Quand les communautés locales subissent de plein fouet les impacts du changement climatique, dans quelle mesure peuvent-elles choisir comment réagir ? Et qui a pour responsabilité de leur porter assistance ?

Il faut faire la différence entre la migration forcée sous l’effet de facteurs environnementaux et la migration volontaire. Il existe une multitude de définitions floues et contradictoires qui se traduisent par des réglementations inadaptées ou simplement inexistantes en matière d’assistance et d’indemnisation. Dans les situations de déplacement provoquées par le développement, il est relativement facile d’identifier responsables et coupables. Mais dans les situations de migration forcée par des facteurs climatiques, aucune partie (qu’il s’agisse de la personne déplacée, de l’État ou d’une agence internationale) ne peut être seule tenue incontestablement responsable et, par conséquent, chargée d’atténuer les difficultés connexes. Les coûts humains sont endossés par les communautés locales dans des zones devenues inhospitalières sous l’effet conjugué de différentes forces (le changement climatique et la montée du niveau des mers étant les deux plus importantes). Un instantané de la vie des communautés dans les îles de Ghoramara et Sagar dans le delta indien des Sundarbans illustre la sombre réalité de la migration forcée pour ces communautés.

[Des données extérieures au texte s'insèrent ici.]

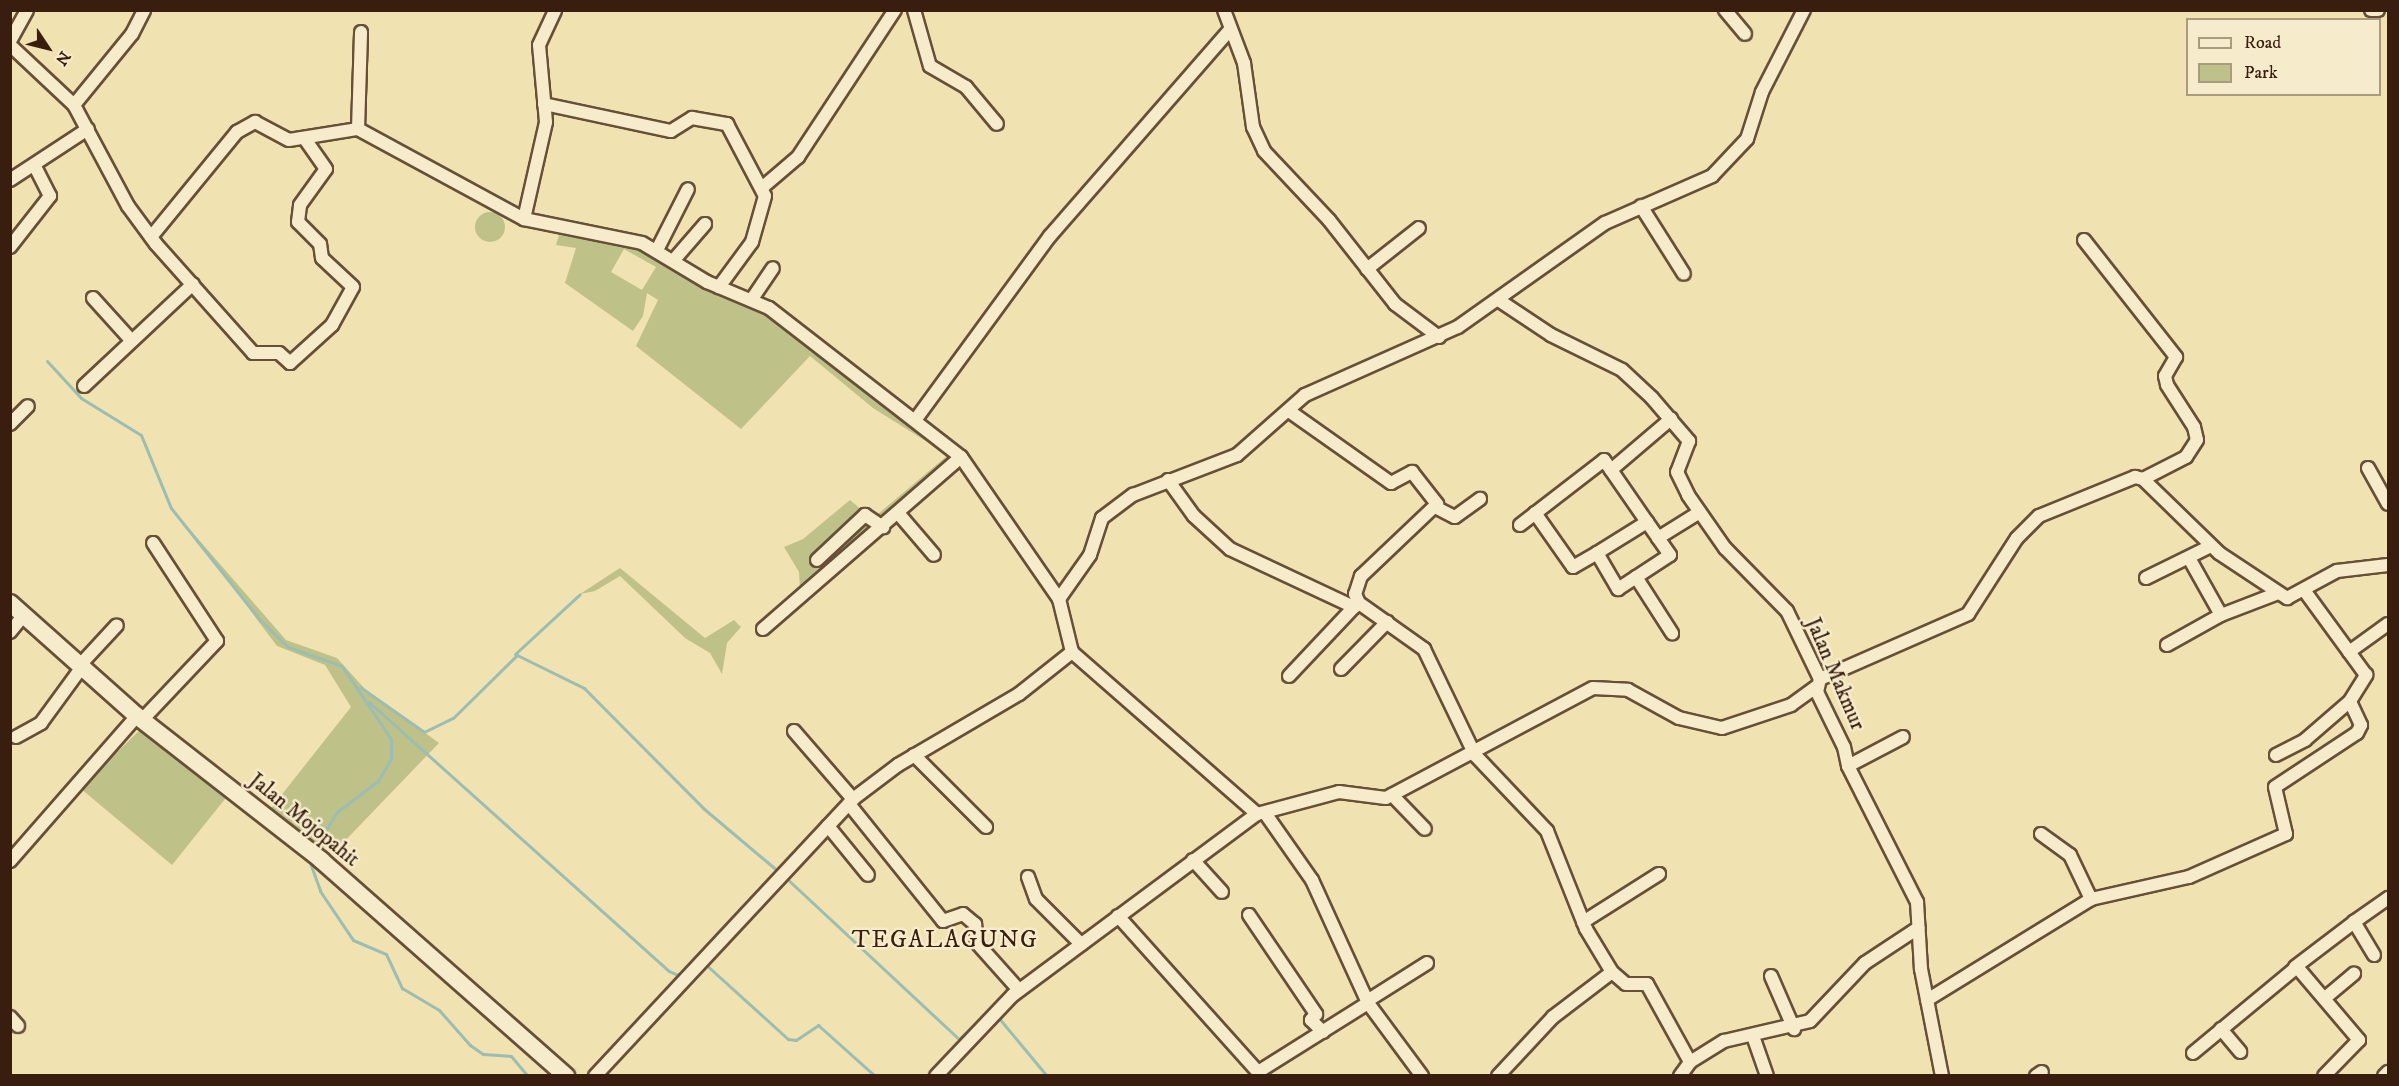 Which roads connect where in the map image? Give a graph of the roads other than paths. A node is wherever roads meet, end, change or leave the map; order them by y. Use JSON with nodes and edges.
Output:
{"nodes":[{"id":1,"x":27,"y":10,"type":"edge"},
{"id":2,"x":144,"y":10,"type":"edge"},
{"id":3,"x":555,"y":10,"type":"edge"},
{"id":4,"x":895,"y":10,"type":"edge"},
{"id":5,"x":914,"y":10,"type":"edge"},
{"id":6,"x":1224,"y":10,"type":"edge"},
{"id":7,"x":1725,"y":10,"type":"edge"},
{"id":8,"x":1804,"y":10,"type":"edge"},
{"id":9,"x":2371,"y":10,"type":"edge"},
{"id":10,"x":2378,"y":10,"type":"edge"},
{"id":11,"x":1228,"y":31,"type":"junction"},
{"id":12,"x":361,"y":32,"type":"dead end"},
{"id":13,"x":1745,"y":34,"type":"dead end"},
{"id":14,"x":10,"y":40,"type":"edge"},
{"id":15,"x":10,"y":45,"type":"edge"},
{"id":16,"x":544,"y":104,"type":"junction"},
{"id":17,"x":74,"y":105,"type":"junction"},
{"id":18,"x":997,"y":124,"type":"dead end"},
{"id":19,"x":88,"y":129,"type":"junction"},
{"id":20,"x":358,"y":129,"type":"junction"},
{"id":21,"x":305,"y":139,"type":"junction"},
{"id":22,"x":34,"y":165,"type":"junction"},
{"id":23,"x":10,"y":180,"type":"edge"},
{"id":24,"x":764,"y":186,"type":"junction"},
{"id":25,"x":688,"y":189,"type":"dead end"},
{"id":26,"x":1641,"y":206,"type":"junction"},
{"id":27,"x":524,"y":219,"type":"junction"},
{"id":28,"x":705,"y":224,"type":"dead end"},
{"id":29,"x":1419,"y":228,"type":"dead end"},
{"id":30,"x":151,"y":237,"type":"junction"},
{"id":31,"x":2084,"y":240,"type":"dead end"},
{"id":32,"x":10,"y":247,"type":"edge"},
{"id":33,"x":657,"y":250,"type":"junction"},
{"id":34,"x":673,"y":261,"type":"junction"},
{"id":35,"x":773,"y":268,"type":"dead end"},
{"id":36,"x":1367,"y":269,"type":"junction"},
{"id":37,"x":1684,"y":274,"type":"dead end"},
{"id":38,"x":193,"y":284,"type":"junction"},
{"id":39,"x":720,"y":286,"type":"junction"},
{"id":40,"x":93,"y":298,"type":"dead end"},
{"id":41,"x":752,"y":299,"type":"junction"},
{"id":42,"x":1500,"y":301,"type":"junction"},
{"id":43,"x":1439,"y":337,"type":"junction"},
{"id":44,"x":130,"y":339,"type":"junction"},
{"id":45,"x":84,"y":386,"type":"dead end"},
{"id":46,"x":28,"y":406,"type":"dead end"},
{"id":47,"x":1289,"y":411,"type":"junction"},
{"id":48,"x":916,"y":419,"type":"junction"},
{"id":49,"x":1671,"y":419,"type":"junction"},
{"id":50,"x":10,"y":424,"type":"edge"},
{"id":51,"x":961,"y":457,"type":"junction"},
{"id":52,"x":2368,"y":468,"type":"dead end"},
{"id":53,"x":1611,"y":470,"type":"junction"},
{"id":54,"x":2143,"y":479,"type":"junction"},
{"id":55,"x":1168,"y":480,"type":"junction"},
{"id":56,"x":1480,"y":499,"type":"dead end"},
{"id":57,"x":2388,"y":504,"type":"edge"},
{"id":58,"x":1437,"y":508,"type":"junction"},
{"id":59,"x":898,"y":513,"type":"junction"},
{"id":60,"x":1535,"y":513,"type":"junction"},
{"id":61,"x":1700,"y":513,"type":"junction"},
{"id":62,"x":1647,"y":522,"type":"junction"},
{"id":63,"x":1520,"y":525,"type":"dead end"},
{"id":64,"x":883,"y":527,"type":"junction"},
{"id":65,"x":1658,"y":538,"type":"junction"},
{"id":66,"x":153,"y":543,"type":"dead end"},
{"id":67,"x":2211,"y":546,"type":"junction"},
{"id":68,"x":1597,"y":553,"type":"junction"},
{"id":69,"x":934,"y":555,"type":"dead end"},
{"id":70,"x":2189,"y":558,"type":"junction"},
{"id":71,"x":817,"y":560,"type":"dead end"},
{"id":72,"x":2386,"y":563,"type":"edge"},
{"id":73,"x":1636,"y":577,"type":"junction"},
{"id":74,"x":2146,"y":578,"type":"dead end"},
{"id":75,"x":2304,"y":590,"type":"junction"},
{"id":76,"x":2278,"y":593,"type":"junction"},
{"id":77,"x":1059,"y":599,"type":"junction"},
{"id":78,"x":10,"y":603,"type":"edge"},
{"id":79,"x":1357,"y":605,"type":"junction"},
{"id":80,"x":24,"y":615,"type":"junction"},
{"id":81,"x":2221,"y":615,"type":"junction"},
{"id":82,"x":1388,"y":622,"type":"junction"},
{"id":83,"x":2388,"y":624,"type":"edge"},
{"id":84,"x":117,"y":625,"type":"dead end"},
{"id":85,"x":763,"y":629,"type":"dead end"},
{"id":86,"x":10,"y":632,"type":"edge"},
{"id":87,"x":1672,"y":633,"type":"dead end"},
{"id":88,"x":2167,"y":645,"type":"dead end"},
{"id":89,"x":1072,"y":652,"type":"junction"},
{"id":90,"x":2349,"y":652,"type":"junction"},
{"id":91,"x":81,"y":666,"type":"junction"},
{"id":92,"x":1341,"y":669,"type":"dead end"},
{"id":93,"x":1289,"y":676,"type":"dead end"},
{"id":94,"x":1818,"y":683,"type":"junction"},
{"id":95,"x":2350,"y":701,"type":"junction"},
{"id":96,"x":139,"y":718,"type":"junction"},
{"id":97,"x":794,"y":731,"type":"dead end"},
{"id":98,"x":16,"y":737,"type":"dead end"},
{"id":99,"x":1903,"y":737,"type":"dead end"},
{"id":100,"x":914,"y":755,"type":"junction"},
{"id":101,"x":1474,"y":755,"type":"junction"},
{"id":102,"x":2276,"y":755,"type":"dead end"},
{"id":103,"x":1848,"y":766,"type":"junction"},
{"id":104,"x":1392,"y":795,"type":"junction"},
{"id":105,"x":851,"y":802,"type":"junction"},
{"id":106,"x":1261,"y":814,"type":"junction"},
{"id":107,"x":828,"y":826,"type":"junction"},
{"id":108,"x":986,"y":827,"type":"dead end"},
{"id":109,"x":1425,"y":830,"type":"dead end"},
{"id":110,"x":2042,"y":834,"type":"dead end"},
{"id":111,"x":1192,"y":860,"type":"junction"},
{"id":112,"x":10,"y":861,"type":"edge"},
{"id":113,"x":1659,"y":874,"type":"dead end"},
{"id":114,"x":868,"y":875,"type":"dead end"},
{"id":115,"x":1028,"y":877,"type":"dead end"},
{"id":116,"x":1222,"y":892,"type":"dead end"},
{"id":117,"x":2388,"y":898,"type":"edge"},
{"id":118,"x":2091,"y":899,"type":"junction"},
{"id":119,"x":1249,"y":915,"type":"dead end"},
{"id":120,"x":1118,"y":916,"type":"junction"},
{"id":121,"x":1583,"y":922,"type":"junction"},
{"id":122,"x":2354,"y":922,"type":"junction"},
{"id":123,"x":1918,"y":928,"type":"junction"},
{"id":124,"x":1081,"y":944,"type":"junction"},
{"id":125,"x":2374,"y":955,"type":"dead end"},
{"id":126,"x":1427,"y":963,"type":"dead end"},
{"id":127,"x":2295,"y":967,"type":"junction"},
{"id":128,"x":1612,"y":972,"type":"junction"},
{"id":129,"x":2354,"y":974,"type":"dead end"},
{"id":130,"x":1772,"y":976,"type":"dead end"},
{"id":131,"x":1019,"y":990,"type":"junction"},
{"id":132,"x":2325,"y":998,"type":"junction"},
{"id":133,"x":1927,"y":1000,"type":"junction"},
{"id":134,"x":1368,"y":1002,"type":"junction"},
{"id":135,"x":1794,"y":1029,"type":"junction"},
{"id":136,"x":2222,"y":1029,"type":"junction"},
{"id":137,"x":1323,"y":1032,"type":"junction"},
{"id":138,"x":1753,"y":1036,"type":"junction"},
{"id":139,"x":2240,"y":1052,"type":"dead end"},
{"id":140,"x":2193,"y":1053,"type":"dead end"},
{"id":141,"x":1690,"y":1062,"type":"junction"},
{"id":142,"x":2388,"y":1072,"type":"edge"},
{"id":143,"x":566,"y":1076,"type":"edge"},
{"id":144,"x":596,"y":1076,"type":"edge"},
{"id":145,"x":936,"y":1076,"type":"edge"},
{"id":146,"x":1422,"y":1076,"type":"edge"},
{"id":147,"x":1498,"y":1076,"type":"edge"},
{"id":148,"x":1680,"y":1076,"type":"edge"},
{"id":149,"x":1767,"y":1076,"type":"edge"},
{"id":150,"x":1942,"y":1076,"type":"edge"},
{"id":151,"x":2324,"y":1076,"type":"edge"},
{"id":152,"x":2384,"y":1076,"type":"edge"}],
"edges":[{"from":1,"to":14,"type":"street"},
{"from":2,"to":17,"type":"street"},
{"from":3,"to":16,"type":"street"},
{"from":4,"to":24,"type":"street"},
{"from":5,"to":18,"type":"street"},
{"from":6,"to":11,"type":"street"},
{"from":7,"to":13,"type":"street"},
{"from":8,"to":26,"type":"street"},
{"from":9,"to":10,"type":"street"},
{"from":11,"to":36,"type":"street"},
{"from":11,"to":48,"type":"street"},
{"from":12,"to":20,"type":"street"},
{"from":15,"to":17,"type":"street"},
{"from":16,"to":24,"type":"street"},
{"from":16,"to":27,"type":"street"},
{"from":17,"to":19,"type":"street"},
{"from":19,"to":22,"type":"street"},
{"from":19,"to":30,"type":"street"},
{"from":20,"to":21,"type":"street"},
{"from":20,"to":27,"type":"street"},
{"from":21,"to":30,"type":"street"},
{"from":21,"to":38,"type":"street"},
{"from":22,"to":23,"type":"street"},
{"from":22,"to":32,"type":"street"},
{"from":24,"to":39,"type":"street"},
{"from":25,"to":33,"type":"street"},
{"from":26,"to":37,"type":"street"},
{"from":26,"to":42,"type":"street"},
{"from":27,"to":33,"type":"street"},
{"from":28,"to":34,"type":"street"},
{"from":29,"to":36,"type":"street"},
{"from":30,"to":38,"type":"street"},
{"from":31,"to":54,"type":"street"},
{"from":33,"to":34,"type":"street"},
{"from":34,"to":39,"type":"street"},
{"from":35,"to":41,"type":"street"},
{"from":36,"to":43,"type":"street"},
{"from":38,"to":44,"type":"street"},
{"from":39,"to":41,"type":"street"},
{"from":40,"to":44,"type":"street"},
{"from":41,"to":48,"type":"street"},
{"from":42,"to":43,"type":"street"},
{"from":42,"to":49,"type":"street","name":"Jalan Makmur"},
{"from":43,"to":47,"type":"street"},
{"from":44,"to":45,"type":"street"},
{"from":46,"to":50,"type":"street"},
{"from":47,"to":55,"type":"street"},
{"from":47,"to":58,"type":"street"},
{"from":48,"to":51,"type":"street"},
{"from":49,"to":53,"type":"street"},
{"from":49,"to":61,"type":"street","name":"Jalan Makmur"},
{"from":51,"to":59,"type":"street"},
{"from":51,"to":77,"type":"street"},
{"from":52,"to":57,"type":"street"},
{"from":53,"to":60,"type":"street"},
{"from":53,"to":62,"type":"street"},
{"from":54,"to":67,"type":"street"},
{"from":54,"to":94,"type":"street"},
{"from":55,"to":77,"type":"street"},
{"from":55,"to":79,"type":"street"},
{"from":56,"to":58,"type":"street"},
{"from":58,"to":79,"type":"street"},
{"from":59,"to":64,"type":"street"},
{"from":59,"to":69,"type":"street"},
{"from":60,"to":63,"type":"street"},
{"from":60,"to":68,"type":"street"},
{"from":61,"to":65,"type":"street"},
{"from":61,"to":94,"type":"street","name":"Jalan Makmur"},
{"from":62,"to":65,"type":"street"},
{"from":62,"to":68,"type":"street"},
{"from":64,"to":71,"type":"street"},
{"from":64,"to":85,"type":"street"},
{"from":65,"to":73,"type":"street"},
{"from":66,"to":96,"type":"street"},
{"from":67,"to":70,"type":"street"},
{"from":67,"to":76,"type":"street"},
{"from":68,"to":73,"type":"street"},
{"from":70,"to":74,"type":"street"},
{"from":70,"to":81,"type":"street"},
{"from":72,"to":75,"type":"street"},
{"from":73,"to":87,"type":"street"},
{"from":75,"to":76,"type":"street"},
{"from":75,"to":90,"type":"street"},
{"from":76,"to":81,"type":"street"},
{"from":77,"to":89,"type":"street"},
{"from":78,"to":80,"type":"street","name":"Jalan Mojopahit"},
{"from":79,"to":82,"type":"street"},
{"from":79,"to":93,"type":"street"},
{"from":80,"to":86,"type":"street"},
{"from":80,"to":91,"type":"street","name":"Jalan Mojopahit"},
{"from":81,"to":88,"type":"street"},
{"from":82,"to":92,"type":"street"},
{"from":82,"to":101,"type":"street"},
{"from":83,"to":90,"type":"street"},
{"from":84,"to":91,"type":"street"},
{"from":89,"to":100,"type":"street"},
{"from":89,"to":106,"type":"street"},
{"from":90,"to":95,"type":"street"},
{"from":91,"to":96,"type":"street","name":"Jalan Mojopahit"},
{"from":91,"to":98,"type":"street"},
{"from":94,"to":101,"type":"street"},
{"from":94,"to":103,"type":"street","name":"Jalan Makmur"},
{"from":95,"to":102,"type":"street"},
{"from":95,"to":118,"type":"street"},
{"from":96,"to":112,"type":"street"},
{"from":96,"to":143,"type":"street","name":"Jalan Mojopahit"},
{"from":97,"to":105,"type":"street"},
{"from":99,"to":103,"type":"street"},
{"from":100,"to":105,"type":"street"},
{"from":100,"to":108,"type":"street"},
{"from":101,"to":104,"type":"street"},
{"from":101,"to":121,"type":"street"},
{"from":103,"to":123,"type":"street","name":"Jalan Makmur"},
{"from":104,"to":106,"type":"street"},
{"from":104,"to":109,"type":"street"},
{"from":105,"to":107,"type":"street"},
{"from":105,"to":131,"type":"street"},
{"from":106,"to":111,"type":"street"},
{"from":106,"to":134,"type":"street"},
{"from":107,"to":114,"type":"street"},
{"from":107,"to":144,"type":"street"},
{"from":110,"to":118,"type":"street"},
{"from":111,"to":116,"type":"street"},
{"from":111,"to":120,"type":"street"},
{"from":113,"to":121,"type":"street"},
{"from":115,"to":124,"type":"street"},
{"from":117,"to":122,"type":"street"},
{"from":118,"to":133,"type":"street"},
{"from":119,"to":137,"type":"street"},
{"from":120,"to":124,"type":"street"},
{"from":120,"to":137,"type":"street"},
{"from":121,"to":128,"type":"street"},
{"from":122,"to":125,"type":"street"},
{"from":122,"to":127,"type":"street"},
{"from":123,"to":133,"type":"street","name":"Jalan Makmur"},
{"from":123,"to":135,"type":"street"},
{"from":124,"to":131,"type":"street"},
{"from":126,"to":134,"type":"street"},
{"from":127,"to":132,"type":"street"},
{"from":127,"to":136,"type":"street"},
{"from":128,"to":141,"type":"street"},
{"from":128,"to":147,"type":"street"},
{"from":129,"to":132,"type":"street"},
{"from":130,"to":135,"type":"street"},
{"from":131,"to":145,"type":"street"},
{"from":132,"to":151,"type":"street"},
{"from":133,"to":150,"type":"street","name":"Jalan Makmur"},
{"from":134,"to":137,"type":"street"},
{"from":134,"to":146,"type":"street"},
{"from":135,"to":138,"type":"street"},
{"from":136,"to":139,"type":"street"},
{"from":136,"to":140,"type":"street"},
{"from":138,"to":141,"type":"street"},
{"from":138,"to":149,"type":"street"},
{"from":141,"to":148,"type":"street"},
{"from":142,"to":152,"type":"street"}]}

Ghoramara : une île particulièrement vulnérable

Avec ses champs verts luxuriants, son abondance en eau douce, son sol riche en nutriments et sa vue imprenable sur le fleuve Hooghly, l’île de Ghoramara est digne d’une carte postale. Malheureusement, elle disparaît rapidement sous les eaux. Située à la pointe sud-ouest de l’estuaire du Hooghly, cette île souffre d’un taux élevé d’érosion côtière depuis les années 1970 ; entre les années 1970 et les années 1990, les autorités n’ont cessé d’intervenir pour réinstaller les ménages déplacés sur l’île voisine de Sagar. Alors que 34 % de la population des Sundarbans indiens vivent en dessous du seuil de pauvreté[1] et que 47 % n’ont pas les moyens de manger à leur faim deux fois par jour tout au long de l’année[2], la capacité des habitants des îles vulnérables telles que Ghoramara est limitée lorsqu’il s’agit de faire face aux changements environnementaux défavorables et de s’y adapter. L’île est alimentée en électricité par des panneaux solaires installés par les autorités et des ONG dans quasiment tous les ménages, tandis que l’eau potable provient de puits tubulaires. Toutefois, les investissements dans les infrastructures demeurent peu élevés en raison du rythme rapide de l’érosion côtière ; au cours des 40 dernières années, l’île a perdu plus de la moitié de sa superficie d’origine, ce qui a provoqué le déplacement de milliers d’habitants[3]. Le premier abri anti-tempête est en cours de construction, tandis que le bâtiment scolaire local sert de refuge improvisé.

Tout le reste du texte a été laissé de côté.